§ **MATERIALS PROVIDED**
· · · · ·

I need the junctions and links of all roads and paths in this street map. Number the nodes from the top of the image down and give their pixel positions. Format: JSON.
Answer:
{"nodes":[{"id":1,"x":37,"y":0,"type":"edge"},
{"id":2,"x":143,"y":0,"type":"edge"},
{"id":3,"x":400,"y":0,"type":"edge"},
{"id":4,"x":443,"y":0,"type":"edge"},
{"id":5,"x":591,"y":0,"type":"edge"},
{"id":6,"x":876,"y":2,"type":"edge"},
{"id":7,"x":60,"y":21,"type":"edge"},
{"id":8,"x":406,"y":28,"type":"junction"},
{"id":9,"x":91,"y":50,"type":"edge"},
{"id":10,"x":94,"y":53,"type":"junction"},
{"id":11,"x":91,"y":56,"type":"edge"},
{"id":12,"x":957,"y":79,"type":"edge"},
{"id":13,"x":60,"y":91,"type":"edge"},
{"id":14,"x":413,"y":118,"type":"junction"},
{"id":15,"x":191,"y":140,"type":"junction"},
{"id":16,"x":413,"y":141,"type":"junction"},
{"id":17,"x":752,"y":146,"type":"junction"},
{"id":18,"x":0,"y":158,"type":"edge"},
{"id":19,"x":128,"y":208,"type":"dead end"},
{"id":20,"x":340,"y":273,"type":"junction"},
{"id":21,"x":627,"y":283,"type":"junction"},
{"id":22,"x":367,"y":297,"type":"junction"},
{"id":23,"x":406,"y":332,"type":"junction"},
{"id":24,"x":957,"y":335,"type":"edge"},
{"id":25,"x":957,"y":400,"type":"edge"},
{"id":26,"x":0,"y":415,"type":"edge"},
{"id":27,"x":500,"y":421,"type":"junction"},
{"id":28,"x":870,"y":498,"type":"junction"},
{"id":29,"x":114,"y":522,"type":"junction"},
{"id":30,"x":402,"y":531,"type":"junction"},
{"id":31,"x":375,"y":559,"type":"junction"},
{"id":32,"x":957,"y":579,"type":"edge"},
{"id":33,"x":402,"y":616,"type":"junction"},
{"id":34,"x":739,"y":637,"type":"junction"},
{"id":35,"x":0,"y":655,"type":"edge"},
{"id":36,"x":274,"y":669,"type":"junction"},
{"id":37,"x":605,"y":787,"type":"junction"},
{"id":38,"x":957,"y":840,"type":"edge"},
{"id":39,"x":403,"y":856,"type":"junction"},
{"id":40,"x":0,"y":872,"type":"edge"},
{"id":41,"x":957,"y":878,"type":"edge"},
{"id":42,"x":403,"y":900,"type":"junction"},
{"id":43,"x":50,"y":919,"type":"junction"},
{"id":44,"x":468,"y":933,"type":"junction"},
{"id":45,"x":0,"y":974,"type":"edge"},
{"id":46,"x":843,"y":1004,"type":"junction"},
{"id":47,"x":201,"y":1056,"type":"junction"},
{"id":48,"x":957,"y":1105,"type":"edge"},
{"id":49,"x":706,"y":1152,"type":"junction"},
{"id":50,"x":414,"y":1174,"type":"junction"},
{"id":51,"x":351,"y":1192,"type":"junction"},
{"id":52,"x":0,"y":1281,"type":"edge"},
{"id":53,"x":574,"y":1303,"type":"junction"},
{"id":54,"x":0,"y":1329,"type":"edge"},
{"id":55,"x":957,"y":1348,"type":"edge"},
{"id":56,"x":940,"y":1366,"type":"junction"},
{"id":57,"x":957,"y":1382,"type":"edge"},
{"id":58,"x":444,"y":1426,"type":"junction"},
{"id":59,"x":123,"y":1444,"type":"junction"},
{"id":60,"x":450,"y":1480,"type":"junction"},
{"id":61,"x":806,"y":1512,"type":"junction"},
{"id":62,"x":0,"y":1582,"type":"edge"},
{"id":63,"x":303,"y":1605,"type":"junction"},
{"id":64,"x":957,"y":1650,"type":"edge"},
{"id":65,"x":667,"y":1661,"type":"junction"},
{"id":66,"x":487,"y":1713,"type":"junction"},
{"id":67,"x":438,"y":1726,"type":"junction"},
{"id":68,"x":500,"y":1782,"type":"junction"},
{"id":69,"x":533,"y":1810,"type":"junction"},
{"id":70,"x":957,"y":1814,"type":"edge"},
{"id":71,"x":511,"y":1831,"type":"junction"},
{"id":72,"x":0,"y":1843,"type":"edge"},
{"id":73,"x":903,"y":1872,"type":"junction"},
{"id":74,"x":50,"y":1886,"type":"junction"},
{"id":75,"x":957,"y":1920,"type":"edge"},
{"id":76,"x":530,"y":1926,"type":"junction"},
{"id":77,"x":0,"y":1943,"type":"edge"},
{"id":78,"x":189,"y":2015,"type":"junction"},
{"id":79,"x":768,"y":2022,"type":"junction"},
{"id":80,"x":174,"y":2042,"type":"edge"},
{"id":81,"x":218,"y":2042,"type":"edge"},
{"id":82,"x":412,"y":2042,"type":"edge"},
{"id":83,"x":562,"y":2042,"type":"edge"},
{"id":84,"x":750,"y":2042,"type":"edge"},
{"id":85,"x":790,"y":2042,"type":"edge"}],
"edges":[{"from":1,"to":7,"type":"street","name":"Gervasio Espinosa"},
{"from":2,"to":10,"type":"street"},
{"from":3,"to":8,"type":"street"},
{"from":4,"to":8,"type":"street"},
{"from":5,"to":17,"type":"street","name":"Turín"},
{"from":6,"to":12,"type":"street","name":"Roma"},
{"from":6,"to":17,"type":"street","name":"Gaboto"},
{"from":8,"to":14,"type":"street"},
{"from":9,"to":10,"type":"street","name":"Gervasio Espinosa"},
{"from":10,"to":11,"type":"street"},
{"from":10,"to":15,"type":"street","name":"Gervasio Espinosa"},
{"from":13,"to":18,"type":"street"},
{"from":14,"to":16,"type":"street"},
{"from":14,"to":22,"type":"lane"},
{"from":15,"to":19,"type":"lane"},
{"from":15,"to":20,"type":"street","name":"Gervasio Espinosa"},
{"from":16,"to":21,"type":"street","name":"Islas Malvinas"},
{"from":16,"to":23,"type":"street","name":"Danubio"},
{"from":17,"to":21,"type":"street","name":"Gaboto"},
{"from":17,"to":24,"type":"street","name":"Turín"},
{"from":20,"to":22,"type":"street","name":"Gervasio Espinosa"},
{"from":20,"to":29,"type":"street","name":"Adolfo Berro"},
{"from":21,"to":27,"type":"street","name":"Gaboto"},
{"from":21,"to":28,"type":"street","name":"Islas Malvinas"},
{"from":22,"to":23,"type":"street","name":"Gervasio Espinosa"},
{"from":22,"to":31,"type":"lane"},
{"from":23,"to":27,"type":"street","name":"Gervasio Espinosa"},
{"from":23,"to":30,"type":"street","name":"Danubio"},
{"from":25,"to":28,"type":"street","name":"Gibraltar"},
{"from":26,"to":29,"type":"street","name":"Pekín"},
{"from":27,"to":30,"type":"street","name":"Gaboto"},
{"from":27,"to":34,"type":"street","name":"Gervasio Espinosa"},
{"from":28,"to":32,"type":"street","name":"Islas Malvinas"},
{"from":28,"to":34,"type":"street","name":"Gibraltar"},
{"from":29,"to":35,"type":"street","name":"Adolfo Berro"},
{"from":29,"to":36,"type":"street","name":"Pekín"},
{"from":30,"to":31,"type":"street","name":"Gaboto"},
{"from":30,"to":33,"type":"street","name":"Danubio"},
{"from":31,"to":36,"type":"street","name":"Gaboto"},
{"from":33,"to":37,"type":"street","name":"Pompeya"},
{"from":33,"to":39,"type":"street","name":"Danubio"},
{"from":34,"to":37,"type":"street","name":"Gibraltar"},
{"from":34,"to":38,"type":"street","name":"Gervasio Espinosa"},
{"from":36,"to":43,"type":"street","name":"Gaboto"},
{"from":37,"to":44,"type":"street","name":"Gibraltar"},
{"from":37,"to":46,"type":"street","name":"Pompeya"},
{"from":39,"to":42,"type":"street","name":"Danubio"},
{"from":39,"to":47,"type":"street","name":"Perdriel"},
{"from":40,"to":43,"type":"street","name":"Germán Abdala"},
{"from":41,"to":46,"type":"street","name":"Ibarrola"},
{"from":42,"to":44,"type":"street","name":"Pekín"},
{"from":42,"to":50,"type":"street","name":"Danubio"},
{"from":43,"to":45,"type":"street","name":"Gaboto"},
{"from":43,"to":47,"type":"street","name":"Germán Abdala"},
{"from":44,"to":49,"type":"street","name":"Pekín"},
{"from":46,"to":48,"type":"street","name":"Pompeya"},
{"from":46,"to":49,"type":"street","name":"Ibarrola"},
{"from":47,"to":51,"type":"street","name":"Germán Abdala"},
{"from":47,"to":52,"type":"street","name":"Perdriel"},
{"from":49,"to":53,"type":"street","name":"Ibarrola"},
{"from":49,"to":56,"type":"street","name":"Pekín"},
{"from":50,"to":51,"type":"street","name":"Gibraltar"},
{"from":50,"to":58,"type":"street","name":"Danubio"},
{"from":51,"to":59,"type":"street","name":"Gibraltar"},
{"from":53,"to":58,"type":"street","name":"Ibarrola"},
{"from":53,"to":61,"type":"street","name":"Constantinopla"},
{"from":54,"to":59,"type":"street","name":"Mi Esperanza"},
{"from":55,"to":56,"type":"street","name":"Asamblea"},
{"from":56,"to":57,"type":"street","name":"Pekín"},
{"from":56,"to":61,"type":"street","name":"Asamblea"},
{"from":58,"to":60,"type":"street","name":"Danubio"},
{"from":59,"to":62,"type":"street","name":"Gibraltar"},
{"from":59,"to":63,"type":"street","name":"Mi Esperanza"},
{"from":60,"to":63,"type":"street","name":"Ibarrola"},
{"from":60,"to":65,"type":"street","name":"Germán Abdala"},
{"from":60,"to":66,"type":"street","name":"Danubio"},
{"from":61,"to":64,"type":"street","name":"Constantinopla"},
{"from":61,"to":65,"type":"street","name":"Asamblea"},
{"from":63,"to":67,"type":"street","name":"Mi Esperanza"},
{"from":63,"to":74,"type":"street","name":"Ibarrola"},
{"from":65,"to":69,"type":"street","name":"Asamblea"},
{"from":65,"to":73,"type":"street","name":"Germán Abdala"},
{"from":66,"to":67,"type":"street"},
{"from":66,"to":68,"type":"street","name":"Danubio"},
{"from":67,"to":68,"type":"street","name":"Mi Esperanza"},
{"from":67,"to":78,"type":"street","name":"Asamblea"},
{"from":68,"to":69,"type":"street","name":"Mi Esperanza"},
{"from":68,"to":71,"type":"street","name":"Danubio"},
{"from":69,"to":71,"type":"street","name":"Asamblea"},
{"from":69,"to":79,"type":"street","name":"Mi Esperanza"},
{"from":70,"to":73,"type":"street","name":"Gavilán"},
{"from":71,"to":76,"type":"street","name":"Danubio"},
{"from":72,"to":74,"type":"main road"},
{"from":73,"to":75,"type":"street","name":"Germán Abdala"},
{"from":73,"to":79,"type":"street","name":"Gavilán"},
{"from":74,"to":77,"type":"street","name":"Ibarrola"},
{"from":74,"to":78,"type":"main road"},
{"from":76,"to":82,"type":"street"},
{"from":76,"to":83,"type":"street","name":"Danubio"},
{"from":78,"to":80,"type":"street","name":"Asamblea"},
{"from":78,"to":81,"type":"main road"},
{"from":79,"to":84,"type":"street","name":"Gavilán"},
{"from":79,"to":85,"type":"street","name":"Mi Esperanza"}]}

· · · · ·

§ **EXERCISE BRIEF**
Go line by line through the data and copy any that contain "lane".

§ **FINISHED EXERCISE**
{"from":14,"to":22,"type":"lane"},
{"from":15,"to":19,"type":"lane"},
{"from":22,"to":31,"type":"lane"},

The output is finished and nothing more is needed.